Es probable que lo que aportó mayor desánimo a mi inicial intención fue descubrir que aquella era una forma de escritura que no daba cabida a las vocales; el hebreo solo consta de consonantes y las vocales deben ser aportadas por el lector. Casi pudiera decirse que uno debe conocer primero el idioma antes de aprender a escribirlo. El hebreo tampoco tiene puntuación. Casi veinte años después habría de enfrentarme con una experiencia similar, solo que esta vez entrañó mayor dificultad: esa nueva lengua, aunque también estaba escrita de derecha a izquierda, tampoco disponía de puntuación y utilizaba unos sinuosos caracteres que parecían lombrices; estos extraños gusanillos estaban superpuestos a unos diminutos puntitos que parecían haber sido colocados en forma caprichosa. Se trataba esta vez del árabe, un idioma repleto de jotas y de emes guturales, la lengua del Medio Oriente. Así, ante tan enorme dificultad, el extranjero termina por justificar su ineptitud con el fácil pretexto de que esa lengua no la va a tener que usar nunca o, simplemente, que no la necesita aprender.

Pero sería con la escritura de otros dos idiomas del Asia Oriental, que habría de enfrentarme en el futuro a dos totalmente disímiles experiencias: me refiero al coreano y al mandarín. El primero está construido con unos caracteres relativamente fáciles de leer y pronunciar, se escribe de izquierda a derecha y aunque no tiene puntuación, sus signos están construidos de una manera que parecen reflejar la forma de la boca cuando se pronuncia cada letra. Fue inventado hace algo así como quinientos años por un rey sabio. Aunque hoy he olvidado ya mucho de lo que aprendí, no me fue difícil aprender a leer y escribir en “hangul”.
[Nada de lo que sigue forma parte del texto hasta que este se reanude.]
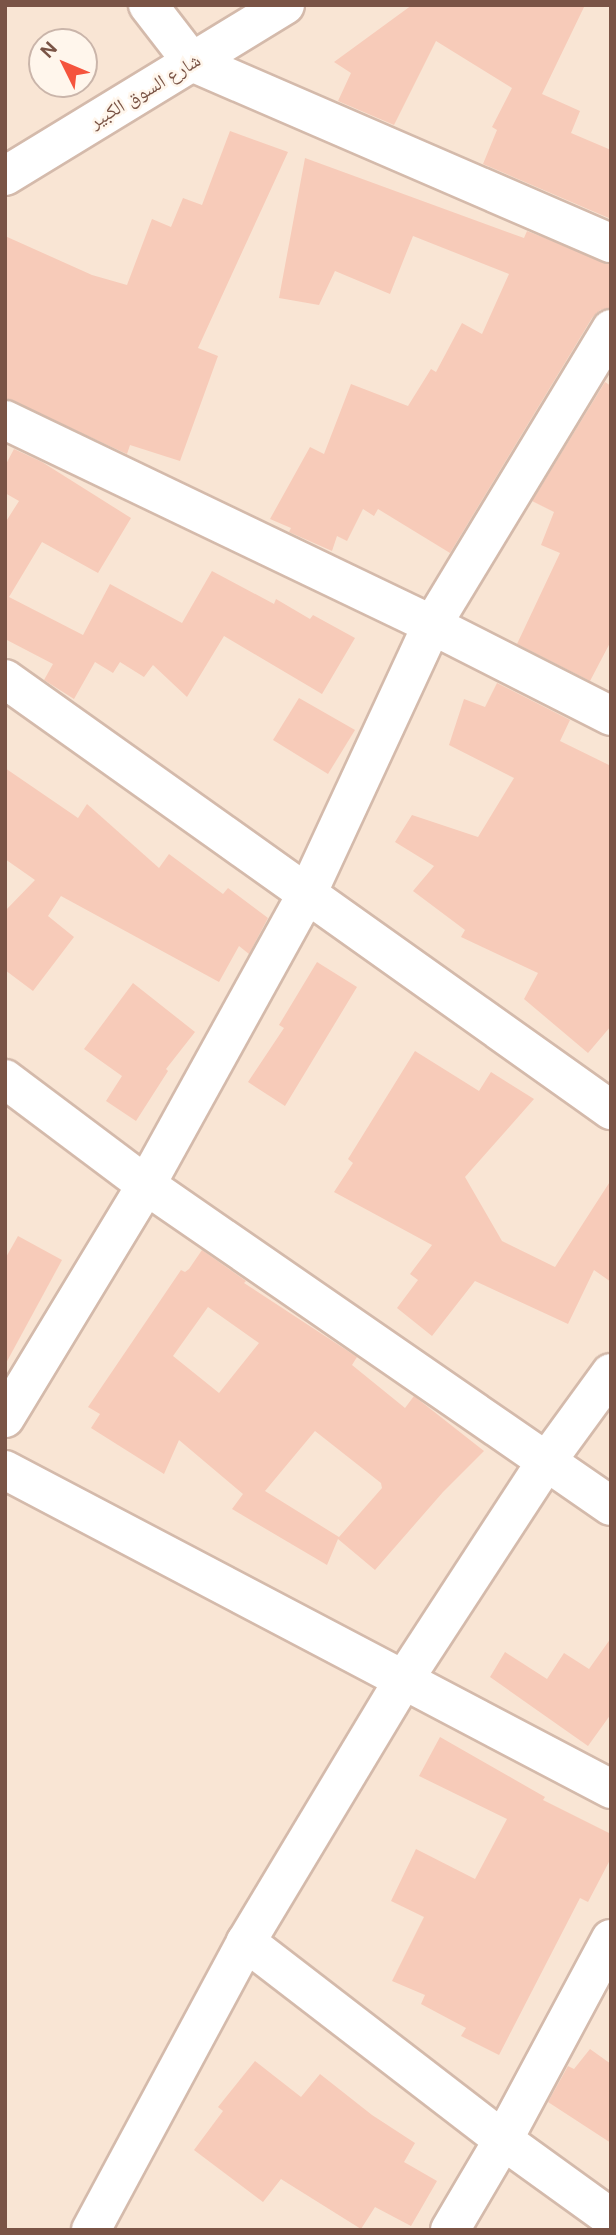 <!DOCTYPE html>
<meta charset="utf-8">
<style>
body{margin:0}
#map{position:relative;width:616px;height:2235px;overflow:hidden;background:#fef2e4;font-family:"DM Sans","Noto Naskh Arabic",sans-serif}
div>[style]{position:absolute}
.residential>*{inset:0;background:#f9e5d4}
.building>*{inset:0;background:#f7cbb9}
.roads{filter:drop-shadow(2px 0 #d4baab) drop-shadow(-2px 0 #d4baab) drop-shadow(0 2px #d4baab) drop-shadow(0 -2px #d4baab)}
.minor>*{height:38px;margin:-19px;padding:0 19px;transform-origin:19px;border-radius:19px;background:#fff}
span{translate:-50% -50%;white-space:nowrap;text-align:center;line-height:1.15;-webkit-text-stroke:5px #fff6ec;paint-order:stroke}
.street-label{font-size:19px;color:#7a5446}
.frame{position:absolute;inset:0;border:7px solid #7a5446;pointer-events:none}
.north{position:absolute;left:28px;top:28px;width:70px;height:70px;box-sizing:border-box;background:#fff6ec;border:2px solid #cab5aa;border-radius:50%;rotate:313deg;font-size:19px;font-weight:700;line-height:28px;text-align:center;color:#7a5446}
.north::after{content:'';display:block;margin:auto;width:24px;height:32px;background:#f5543d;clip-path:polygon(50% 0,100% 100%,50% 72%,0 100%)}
</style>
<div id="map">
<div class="residential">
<div style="clip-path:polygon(evenodd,5px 5px,611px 5px,611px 2230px,5px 2230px,5px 5px,42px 42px,84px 42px,84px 84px,42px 84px,42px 42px)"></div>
</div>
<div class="building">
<div style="clip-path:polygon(412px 5px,585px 5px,542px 94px,580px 111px,571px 133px,611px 150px,611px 219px,483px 164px,497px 130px,492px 127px,512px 88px,436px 41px,394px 125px,338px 101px,351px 73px,334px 62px)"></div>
<div style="clip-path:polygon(230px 131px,288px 152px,198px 348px,218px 356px,180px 461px,130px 445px,127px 454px,5px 398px,5px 236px,92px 275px,127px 285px,152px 219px,171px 227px,183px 198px,202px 205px)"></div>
<div style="clip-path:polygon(305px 158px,524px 238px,527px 231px,611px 264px,609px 308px,600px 310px,592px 318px,450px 553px,378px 509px,374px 516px,363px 509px,347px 541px,337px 536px,332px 551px,289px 532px,291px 528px,270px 519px,310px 447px,324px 454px,351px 384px,408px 406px,431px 369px,436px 372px,462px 323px,482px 334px,509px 274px,413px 236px,390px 294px,335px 271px,319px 305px,279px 298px)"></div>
<div style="clip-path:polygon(605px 382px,611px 386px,611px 641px,590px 681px,517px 644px,560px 553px,541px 545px,554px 512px,532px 501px)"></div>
<div style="clip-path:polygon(14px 449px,42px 462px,131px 518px,98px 573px,42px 542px,9px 597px,83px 635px,110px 584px,182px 623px,212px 571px,274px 604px,276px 599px,310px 619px,313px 615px,355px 638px,322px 694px,224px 636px,187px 697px,153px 665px,144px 677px,120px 662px,113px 673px,95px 662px,74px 699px,44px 680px,53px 664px,5px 639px,5px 523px,19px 501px,5px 493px,5px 466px)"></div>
<div style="clip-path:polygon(497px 683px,570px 720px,560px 741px,611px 766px,611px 1026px,588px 1053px,524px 999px,538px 973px,461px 937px,465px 930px,413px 891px,434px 866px,395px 842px,412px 815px,478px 837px,514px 778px,449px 745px,464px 699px,485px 707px)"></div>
<div style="clip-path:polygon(299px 698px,355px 730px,328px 774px,273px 740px)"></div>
<div style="clip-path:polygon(5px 768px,78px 818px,87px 804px,159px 868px,169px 854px,223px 894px,228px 888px,268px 918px,249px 954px,239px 946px,219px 982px,61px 896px,48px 916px,74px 937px,33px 991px,5px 970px,5px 911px,35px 880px,5px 859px)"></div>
<div style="clip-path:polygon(317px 962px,357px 987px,285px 1106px,248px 1082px,284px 1028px,279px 1025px)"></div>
<div style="clip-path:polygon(133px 983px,195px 1032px,166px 1069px,168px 1071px,136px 1121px,106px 1101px,122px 1076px,84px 1049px)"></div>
<div style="clip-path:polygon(415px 1051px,479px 1091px,491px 1072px,534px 1099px,465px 1177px,502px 1241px,555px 1267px,611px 1180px,611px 1282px,594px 1270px,568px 1324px,475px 1281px,432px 1336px,397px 1308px,418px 1280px,410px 1274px,432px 1245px,334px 1192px,353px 1163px,348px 1159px)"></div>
<div style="clip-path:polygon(18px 1236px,62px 1260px,5px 1365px,5px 1259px)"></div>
<div style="clip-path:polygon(evenodd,202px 1250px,246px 1281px,244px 1283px,357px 1357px,352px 1365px,405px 1408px,414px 1396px,484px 1451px,443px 1492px,375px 1570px,338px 1539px,327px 1565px,232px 1509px,243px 1494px,179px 1440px,164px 1474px,91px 1428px,100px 1414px,88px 1407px,181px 1270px,185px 1272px,189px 1269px,202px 1250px,208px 1307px,259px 1343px,219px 1393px,173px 1356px,208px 1307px,202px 1250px,315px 1431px,381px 1483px,382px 1488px,339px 1537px,265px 1491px,315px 1431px)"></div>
<div style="clip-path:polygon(611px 1638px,611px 1714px,588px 1746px,490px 1677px,505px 1652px,547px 1679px,564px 1653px,589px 1669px)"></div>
<div style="clip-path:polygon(440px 1737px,545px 1797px,543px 1800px,611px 1834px,611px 1858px,588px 1902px,580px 1898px,499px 2055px,461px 2036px,466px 2028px,421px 2004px,425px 1995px,392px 1981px,424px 1917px,391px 1901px,416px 1849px,475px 1879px,507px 1819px,419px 1776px)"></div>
<div style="clip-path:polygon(590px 2049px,611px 2064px,611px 2143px,548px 2102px,568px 2066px,574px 2069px)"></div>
<div style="clip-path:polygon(255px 2061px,301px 2097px,320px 2074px,372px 2115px,415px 2143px,404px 2162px,437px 2181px,411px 2226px,375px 2207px,361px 2229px,281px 2179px,263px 2202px,194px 2150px,223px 2111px,218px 2107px)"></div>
</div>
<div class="roads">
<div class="minor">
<div style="left:148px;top:5px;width:72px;rotate:52.3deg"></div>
<div style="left:192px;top:62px;width:456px;rotate:23.4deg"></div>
<div style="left:5px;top:176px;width:328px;rotate:-31.4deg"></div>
<div style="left:5px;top:420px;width:474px;rotate:25.6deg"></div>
<div style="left:432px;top:625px;width:201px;rotate:26.9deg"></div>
<div style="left:5px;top:679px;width:744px;rotate:35.42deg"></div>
<div style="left:5px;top:1079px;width:176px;rotate:36.9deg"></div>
<div style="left:146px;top:1185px;width:565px;rotate:34.62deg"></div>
<div style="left:5px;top:1418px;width:272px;rotate:-58.8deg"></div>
<div style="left:146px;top:1185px;width:335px;rotate:-61.1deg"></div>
<div style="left:308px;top:892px;width:294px;rotate:-65.1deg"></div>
<div style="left:432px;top:625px;width:346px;rotate:-58.8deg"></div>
<div style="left:5px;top:1470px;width:685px;rotate:27.76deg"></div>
<div style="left:246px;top:1942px;width:324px;rotate:37.6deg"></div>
<div style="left:503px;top:2140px;width:133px;rotate:35.8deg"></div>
<div style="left:91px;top:2230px;width:327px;rotate:-61.7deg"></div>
<div style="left:246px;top:1942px;width:305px;rotate:-59deg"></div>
<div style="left:403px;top:1681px;width:262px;rotate:-56.9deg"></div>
<div style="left:546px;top:1462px;width:110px;rotate:-53.9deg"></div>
<div style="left:450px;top:2230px;width:104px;rotate:-59.5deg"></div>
<div style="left:503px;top:2140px;width:228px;rotate:-61.8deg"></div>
</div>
</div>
<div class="street-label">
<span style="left:145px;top:91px;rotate:-31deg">شارع السوق الكبير</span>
</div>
<div class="frame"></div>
<div class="north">N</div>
</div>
Con el chino tuve una experiencia frustrante y es que la escritura es realmente inescrutable. Tengo entendido que quien lo aprende debe saber reconocer algo así como tres mil caracteres o ideogramas distintos. Se supone que quien quiere entender lo escrito en cualquier periódico, debe haber aprendido a reconocer unos diez mil. Se calcula que es un sistema de escritura que pudo haber sido inventado hace quizá unos cinco mil años, en el neolítico. Estos dibujitos o pictogramas deben ser interpretados, no representan sonidos, la escritura no es fonética. Pero hay algo más: el chino se escribe en forma vertical, de arriba hacia abajo y las columnas se ordenan de derecha a izquierda. Pero, además, cada carácter o símbolo (hanzi) se escribe de izquierda a derecha; primero se dibujan los trazos horizontales y luego los verticales…
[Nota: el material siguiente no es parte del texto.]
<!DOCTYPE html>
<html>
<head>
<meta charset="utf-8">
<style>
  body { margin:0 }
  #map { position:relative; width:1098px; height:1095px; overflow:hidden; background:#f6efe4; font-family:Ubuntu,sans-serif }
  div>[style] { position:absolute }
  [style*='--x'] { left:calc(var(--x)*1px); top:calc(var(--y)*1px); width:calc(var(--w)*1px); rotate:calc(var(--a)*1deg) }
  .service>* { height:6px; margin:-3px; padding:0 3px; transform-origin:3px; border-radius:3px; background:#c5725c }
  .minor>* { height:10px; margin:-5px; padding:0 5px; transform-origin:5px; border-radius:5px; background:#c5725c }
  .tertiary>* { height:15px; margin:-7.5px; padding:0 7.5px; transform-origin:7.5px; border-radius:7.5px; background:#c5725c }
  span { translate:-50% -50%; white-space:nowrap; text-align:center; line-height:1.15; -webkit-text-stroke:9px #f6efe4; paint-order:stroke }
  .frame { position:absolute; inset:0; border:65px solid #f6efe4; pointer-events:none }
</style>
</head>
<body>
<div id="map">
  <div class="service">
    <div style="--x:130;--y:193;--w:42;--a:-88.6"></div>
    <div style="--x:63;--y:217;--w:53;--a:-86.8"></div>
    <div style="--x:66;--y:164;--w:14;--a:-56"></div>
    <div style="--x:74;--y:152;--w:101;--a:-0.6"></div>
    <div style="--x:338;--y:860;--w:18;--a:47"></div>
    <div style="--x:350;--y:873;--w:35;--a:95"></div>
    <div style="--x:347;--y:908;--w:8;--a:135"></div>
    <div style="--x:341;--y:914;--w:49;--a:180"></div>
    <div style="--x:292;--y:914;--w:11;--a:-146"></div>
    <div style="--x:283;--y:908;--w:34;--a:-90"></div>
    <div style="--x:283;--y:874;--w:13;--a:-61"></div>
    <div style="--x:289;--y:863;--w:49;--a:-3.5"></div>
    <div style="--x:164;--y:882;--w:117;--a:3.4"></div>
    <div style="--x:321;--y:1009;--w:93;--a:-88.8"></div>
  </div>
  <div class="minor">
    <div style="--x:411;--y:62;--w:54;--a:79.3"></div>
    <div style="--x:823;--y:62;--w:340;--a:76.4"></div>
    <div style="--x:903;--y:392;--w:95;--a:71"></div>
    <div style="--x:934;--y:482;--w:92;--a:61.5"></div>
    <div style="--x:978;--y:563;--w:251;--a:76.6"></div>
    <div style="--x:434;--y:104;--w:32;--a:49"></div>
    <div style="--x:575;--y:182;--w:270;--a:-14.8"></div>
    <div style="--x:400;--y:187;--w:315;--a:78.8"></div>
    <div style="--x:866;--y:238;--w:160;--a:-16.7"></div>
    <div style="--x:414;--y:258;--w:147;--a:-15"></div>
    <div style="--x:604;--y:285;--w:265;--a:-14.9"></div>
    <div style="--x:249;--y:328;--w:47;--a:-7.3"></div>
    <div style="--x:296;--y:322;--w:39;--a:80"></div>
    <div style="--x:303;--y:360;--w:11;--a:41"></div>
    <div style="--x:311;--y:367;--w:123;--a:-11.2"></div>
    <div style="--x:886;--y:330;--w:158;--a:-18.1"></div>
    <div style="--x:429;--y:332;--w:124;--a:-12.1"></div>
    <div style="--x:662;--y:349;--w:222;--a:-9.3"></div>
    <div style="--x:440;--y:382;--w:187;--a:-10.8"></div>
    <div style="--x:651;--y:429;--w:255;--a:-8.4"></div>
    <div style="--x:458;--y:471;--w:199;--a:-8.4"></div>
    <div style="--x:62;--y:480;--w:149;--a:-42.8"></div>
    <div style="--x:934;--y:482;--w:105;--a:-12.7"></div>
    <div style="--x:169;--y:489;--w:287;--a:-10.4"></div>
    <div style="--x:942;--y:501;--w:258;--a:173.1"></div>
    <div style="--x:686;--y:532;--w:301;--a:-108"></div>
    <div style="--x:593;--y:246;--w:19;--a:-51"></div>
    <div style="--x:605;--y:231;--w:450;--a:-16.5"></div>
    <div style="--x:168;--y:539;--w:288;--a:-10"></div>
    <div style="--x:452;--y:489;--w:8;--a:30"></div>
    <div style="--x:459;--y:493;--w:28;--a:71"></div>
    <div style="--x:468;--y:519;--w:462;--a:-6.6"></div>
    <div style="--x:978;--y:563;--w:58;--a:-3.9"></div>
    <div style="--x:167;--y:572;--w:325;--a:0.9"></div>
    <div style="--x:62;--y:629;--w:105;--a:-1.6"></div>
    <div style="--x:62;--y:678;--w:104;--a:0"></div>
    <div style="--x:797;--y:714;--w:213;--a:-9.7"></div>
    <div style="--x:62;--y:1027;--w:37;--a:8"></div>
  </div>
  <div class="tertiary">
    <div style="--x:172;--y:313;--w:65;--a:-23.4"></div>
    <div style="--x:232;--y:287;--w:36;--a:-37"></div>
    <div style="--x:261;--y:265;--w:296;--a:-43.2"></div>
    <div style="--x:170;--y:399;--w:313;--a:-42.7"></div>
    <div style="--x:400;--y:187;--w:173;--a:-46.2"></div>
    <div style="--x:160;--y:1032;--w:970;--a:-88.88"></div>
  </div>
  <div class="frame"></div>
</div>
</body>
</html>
Si esto parece complicado, deben saber que hubo un tipo de escritura (se empleó en el griego antiguo) que se ejecutaba una línea de izquierda a derecha y la siguiente en sentido contrario, justo como lo hace el buey en las tareas del arado. Por ello se la llamó "bustrofedon"; quiere decir precisamente: “dar la vuelta a la manera del buey”, una sinuosa serpentina. Lo aprendí leyendo a Isaac Asimov; bustrofedon es una palabra tan rara que el diccionario acepta que pueda ser escrita indistintamente, como esdrújula, grave o aguda. En griego es un adverbio, pero en español es una locución adverbial. Su etimología viene de “bous” (buey), “srtofe” (girar o dar la vuelta), y “don” (que es un sufijo). Escribir o leer en esta forma permite hacerlo sin tener que volver al principio de la línea, pero implica una rara condición: las líneas pares deben ser escritas y leídas al revés, como si se tratara de hacerlo con ayuda de un espejo… Tenía una interesante ventaja: poder extender sin límite el largo del renglón.